Le Problème à trois corps associe au fond deux genres bien distincts : la science-fiction dans son versant le plus hard science, et le thriller passablement conspirationniste. Ce n’est probablement pas le premier roman à tenter cette approche – mais c’est peut-être bien le premier, à ma connaissance en tout cas, à trouver l’équilibre pertinent pour que les deux dimensions aient leur intérêt propre tout en s’accommodant très bien entre elles, sans s’entredévorer, mais en se complétant harmonieusement. Même si la balance n’est certes pas toujours aisée : vers le milieu du roman, quand intervient la (première ?) Grande Révélation, l’auteur funambule joue un jeu dangereux, et le récit m’a paru à deux doigts de s’effondrer dans le ridicule le plus complet… Et pourtant non. S’il y a bien un chapitre trop grotesque à mon goût pour emporter pleinement l’adhésion, Liu redresse rapidement la barre, et parvient à ranimer l’intérêt du lecteur pour cette trame extrêmement complexe et aux implications insoupçonnées – jusqu’à atteindre un finale grandiose, où le sense of wonder règne en maître absolu, comme dans les meilleurs exemples de hard science (disons par exemple un Stephen Baxter en forme). Mais, on s’en doute, au regard de tout ce qui précède, la profondeur du roman ne réside pas seulement dans ses développements hard science, et il pose en même temps des questions éthiques voire métaphysiques pas moins rudes et fascinantes.
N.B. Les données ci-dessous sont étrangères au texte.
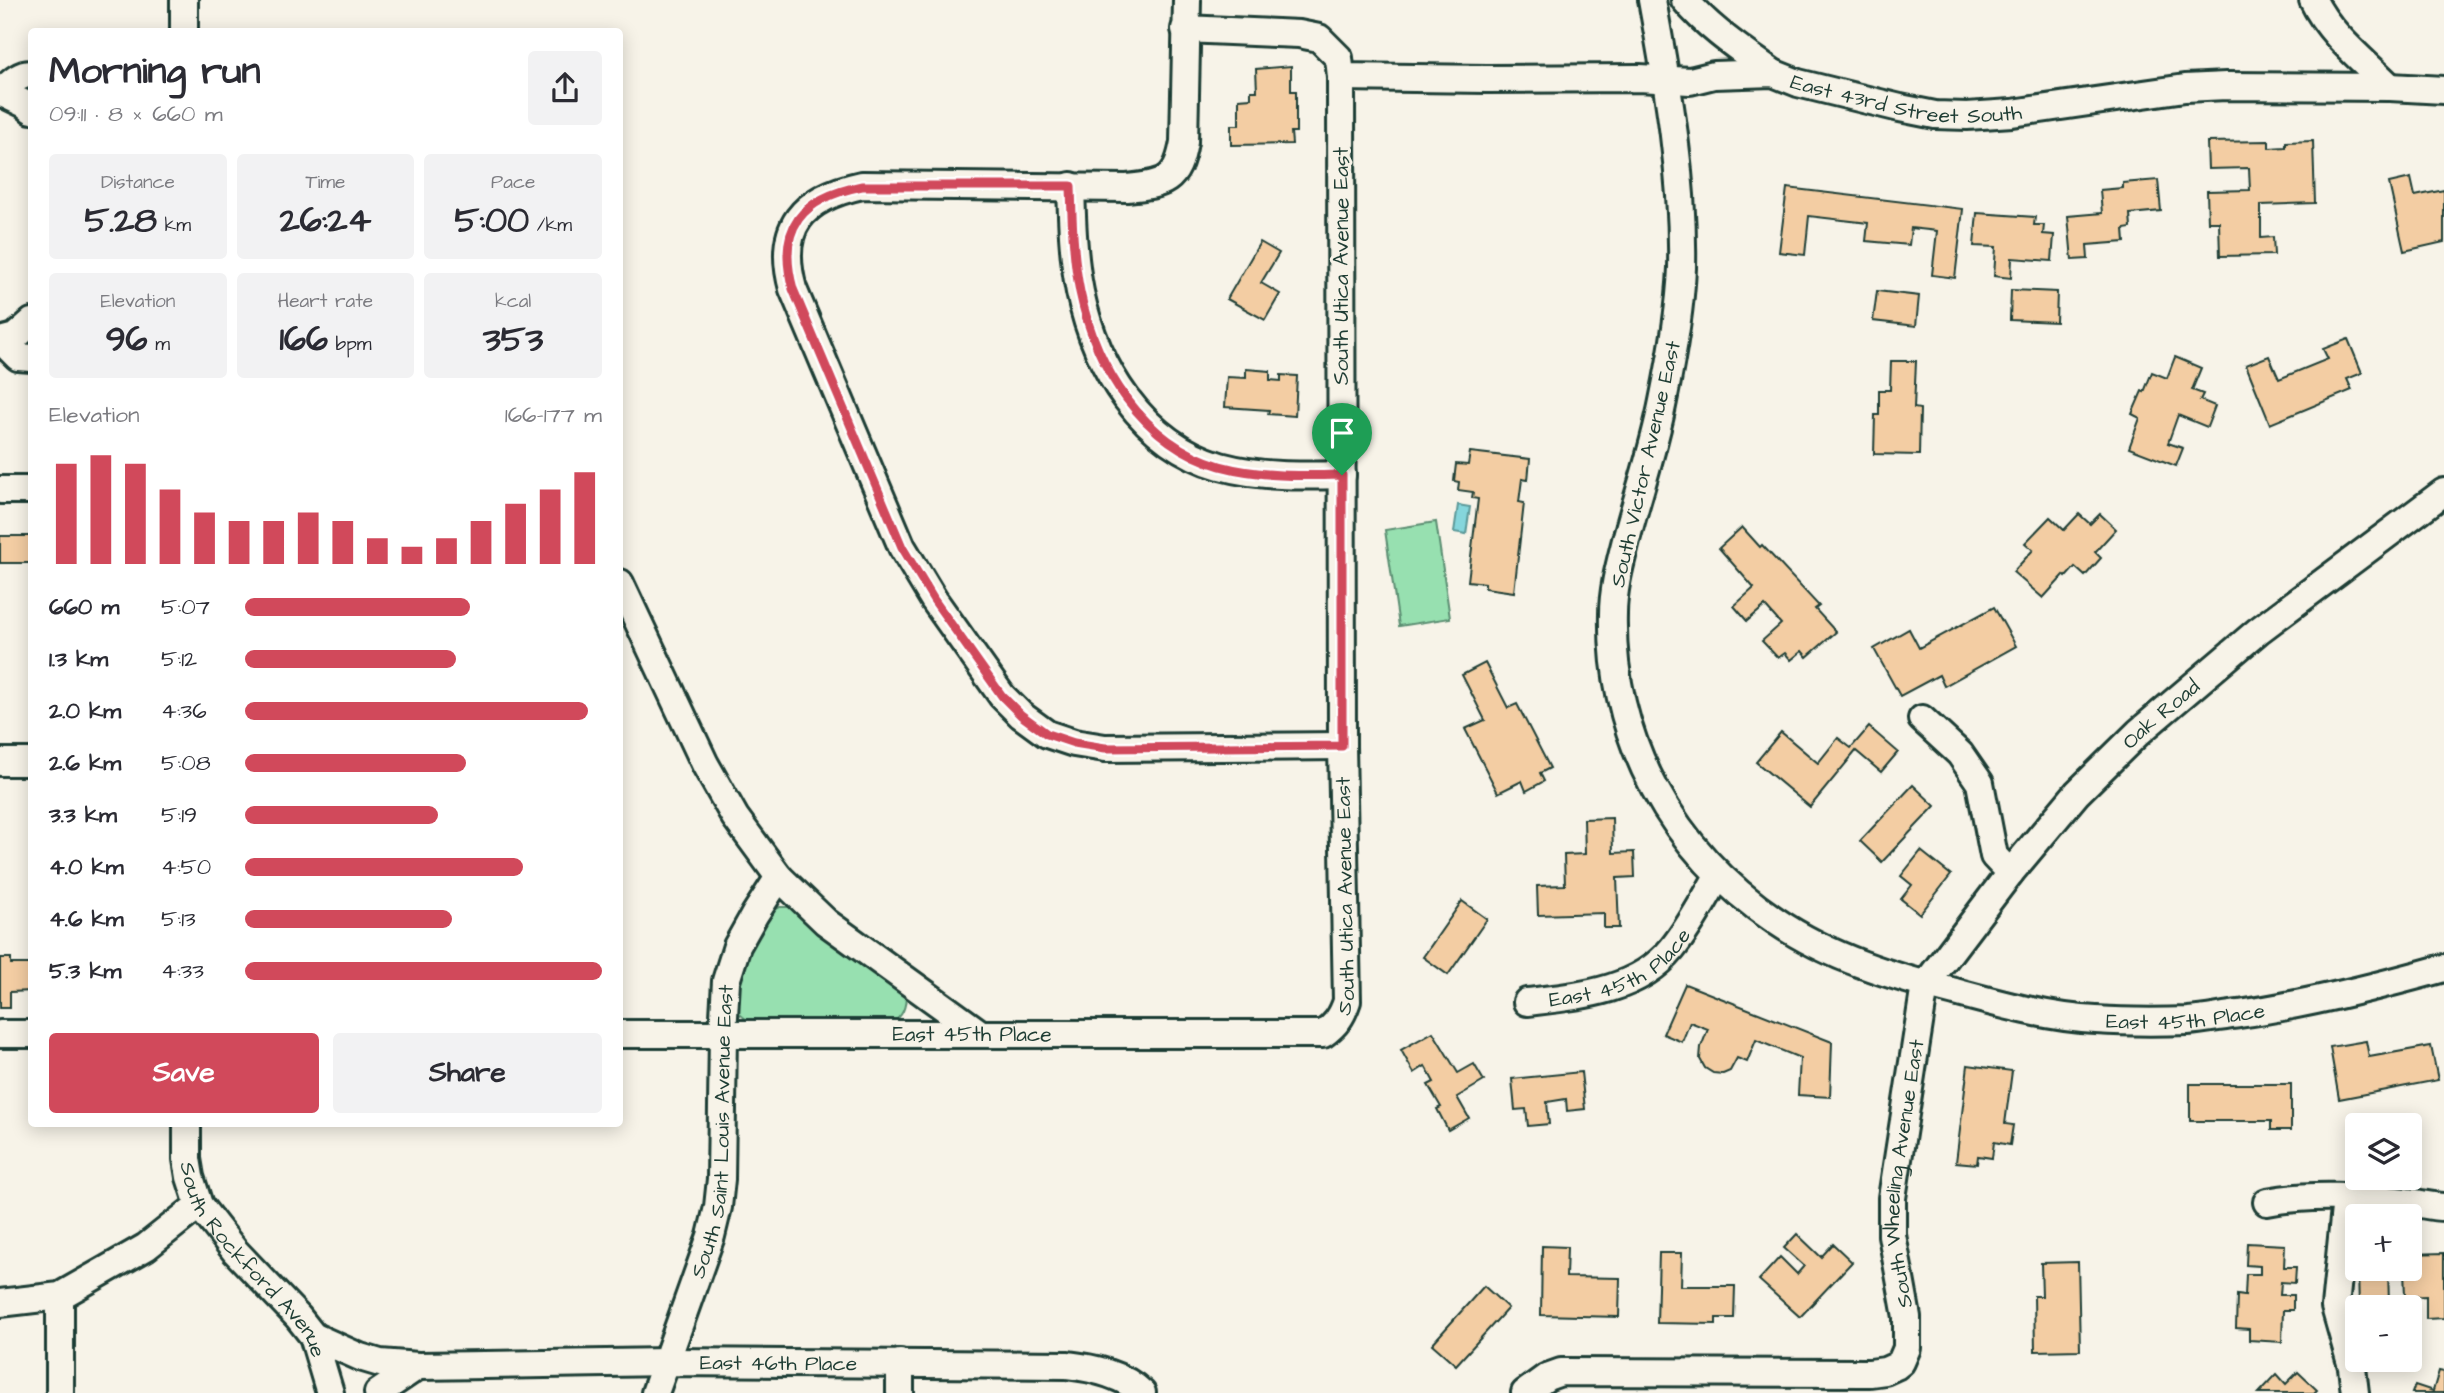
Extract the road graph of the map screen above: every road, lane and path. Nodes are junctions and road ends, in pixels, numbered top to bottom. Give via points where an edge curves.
1 (184, 0) edge
2 (1187, 0) edge
3 (1652, 0) edge
4 (1685, 0) edge
5 (2314, 0) edge
6 (184, 28) edge
7 (1185, 29) junction
8 (1773, 73) junction
9 (28, 74) edge
10 (1341, 76) junction
11 (1666, 80) junction
12 (2390, 87) junction
13 (2444, 90) edge
14 (1, 92) edge
15 (28, 107) edge
16 (1071, 186) junction
17 (28, 326) edge
18 (1, 341) edge
19 (28, 358) edge
20 (1342, 475) junction
21 (0, 490) edge
22 (28, 490) edge
23 (2444, 492) edge
24 (623, 589) edge
25 (1922, 719) dead end
26 (1342, 746) junction
27 (0, 762) edge
28 (28, 762) edge
29 (2010, 873) junction
30 (1718, 876) junction
31 (779, 877) junction
32 (2444, 968) edge
33 (1924, 985) junction
34 (1527, 1002) dead end
35 (0, 1034) edge
36 (28, 1034) edge
37 (623, 1034) edge
38 (723, 1034) junction
39 (981, 1034) junction
40 (1322, 1034) joint
41 (187, 1127) edge
42 (2346, 1198) junction
43 (2267, 1202) dead end
44 (199, 1205) junction
45 (2444, 1207) edge
46 (60, 1296) junction
47 (0, 1303) edge
48 (313, 1336) junction
49 (667, 1362) junction
50 (900, 1363) junction
51 (418, 1366) junction
52 (1789, 1382) edge
53 (1139, 1390) edge
54 (1527, 1391) edge
55 (60, 1393) edge
56 (330, 1393) edge
57 (378, 1393) edge
58 (656, 1393) edge
59 (900, 1393) edge
60 (2355, 1393) edge

1 - 6 street
2 - 7 street
3 - 11 street, South Victor Avenue East
4 - 8 street
5 - 12 street via 2344,41
7 - 10 street via 1319,38 1339,58
7 - 16 street via 1184,142 1174,175 1150,186
8 - 11 street, East 43rd Street South
8 - 12 street, East 43rd Street South via 1900,108 1967,116 2185,88
9 - 14 street
10 - 11 street, East 43rd Street South
10 - 20 street, South Utica Avenue East
11 - 30 street, South Victor Avenue East via 1681,199 1677,325 1662,407 1618,572 1615,647 1619,687 1643,765 1662,806
12 - 13 street, East 43rd Street South
14 - 15 street
16 - 20 street via 1080,292 1094,339 1109,374 1158,435 1219,466 1268,475
16 - 26 street via 862,186 843,189 810,205 798,219 788,249 793,289 902,547 1002,696 1047,734 1105,748
17 - 18 street
18 - 19 street via 18,357
20 - 26 street, South Utica Avenue East
21 - 22 street
23 - 29 street, Oak Road via 2258,631 2158,715 2077,793
24 - 31 street via 705,764 735,817
25 - 29 street via 1961,754 1980,783 1994,856
26 - 40 street, South Utica Avenue East via 1347,1001 1342,1016
27 - 28 street
29 - 33 street, Oak Road
30 - 33 street, South Victor Avenue East via 1778,922 1815,943
30 - 34 street, East 45th Place via 1688,928 1644,973 1619,986
31 - 38 street, South Saint Louis Avenue East via 737,946 726,981
31 - 39 street via 826,922
32 - 33 street, East 45th Place via 2340,996 2192,1021 2092,1020
33 - 52 street, South Wheeling Avenue East via 1892,1198 1892,1235 1907,1317 1907,1348 1900,1362 1885,1371
35 - 36 street
37 - 38 street, East 45th Place
38 - 39 street, East 45th Place
38 - 49 street, South Saint Louis Avenue East via 718,1207
39 - 40 street, East 45th Place
41 - 44 street, South Rockford Avenue via 187,1159
42 - 43 street via 2298,1196
42 - 45 street
42 - 60 street via 2335,1307
44 - 46 street via 146,1247
44 - 48 street, South Rockford Avenue
46 - 47 street
46 - 55 street
48 - 51 street, East 46th Place via 380,1363
48 - 56 street, South Rockford Avenue
49 - 50 street, East 46th Place
49 - 51 street, East 46th Place
49 - 58 street, South Saint Louis Avenue East
50 - 53 street, East 46th Place via 1067,1365 1090,1368
50 - 59 street
51 - 57 street
52 - 54 street via 1561,1372

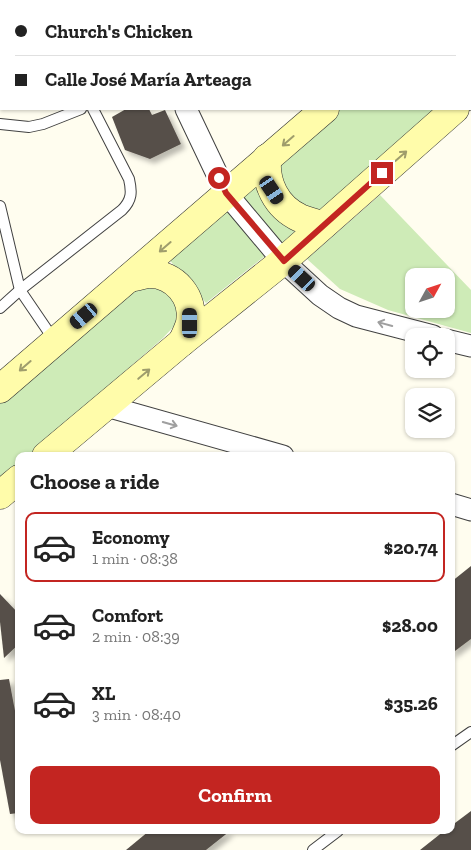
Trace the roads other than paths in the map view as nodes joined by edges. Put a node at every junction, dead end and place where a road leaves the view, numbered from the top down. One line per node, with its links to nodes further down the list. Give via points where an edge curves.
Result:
1 (79, 110): 6 (lane, via 29,127)
2 (94, 110): 13 (lane, via 129,179 131,197 122,210)
3 (186, 110): 8 (street)
4 (324, 110): 7 (street, one-way to 7)
5 (454, 110): 10 (street, one-way to 5)
6 (0, 124)
7 (267, 158): 8 (street); 10 (street, via 266,171 281,204 300,218)
8 (226, 193): 11 (street); 12 (street, one-way to 12)
9 (0, 206): 13 (lane)
10 (323, 225): 11 (street)
11 (284, 261): 15 (street, one-way to 11, via 339,308); 17 (street)
12 (129, 278): 16 (street); 17 (street, via 149,274 162,276 183,289 190,305 190,323)
13 (20, 290): 14 (lane); 16 (lane)
14 (0, 308)
15 (405, 329)
16 (54, 341): 20 (street, one-way to 20)
17 (182, 342): 21 (street, one-way to 17)
18 (455, 342): 19 (street)
19 (471, 346)
20 (0, 388)
21 (106, 406): 22 (street); 23 (street, one-way to 23)
22 (51, 452)
23 (269, 452)
24 (15, 483): 25 (street)
25 (0, 495)
26 (455, 505): 27 (street)
27 (471, 510)
28 (471, 732): 29 (lane)
29 (455, 743)
30 (334, 834): 31 (lane)
31 (313, 850)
Et puis… Bon, j’ai déjà eu maintes occasions de le dire : je ne raffole généralement pas des thrillers (littéraires…), essentiellement parce que je les trouve bien trop souvent bien trop mécaniques, fond et forme. Mais Liu Cixin s’en tire bien, à cet égard, et son roman, dont la trame complexe a quelque chose d’un peu feuilletonesque, est tout à fait palpitant. Il est sans doute intéressant, d’ailleurs, de relever combien l’auteur use dans les hypothèses philosophico-scientifiques du jeu du Problème à trois corps des mêmes « tricks » que dans les passages de son roman davantage tournés vers l’investigation policière : l’ensemble est très prenant, et les ressorts spéculatifs en même temps que narratifs ne sont au fond pas si éloignés.


À cet égard, Liu Cixin fait l’effet d’un bon écrivain : il a des choses intéressantes à raconter, et les raconte de manière intéressante. Pour autant, on ne se fera pas d’illusions quant à ses capacités stylistiques, pour autant du moins que l’on puisse en juger au travers du prisme de la traduction française. Là n’est de toute façon pas le propos. C’est prenant, c’est fluide, on n’en demandera pas forcément davantage.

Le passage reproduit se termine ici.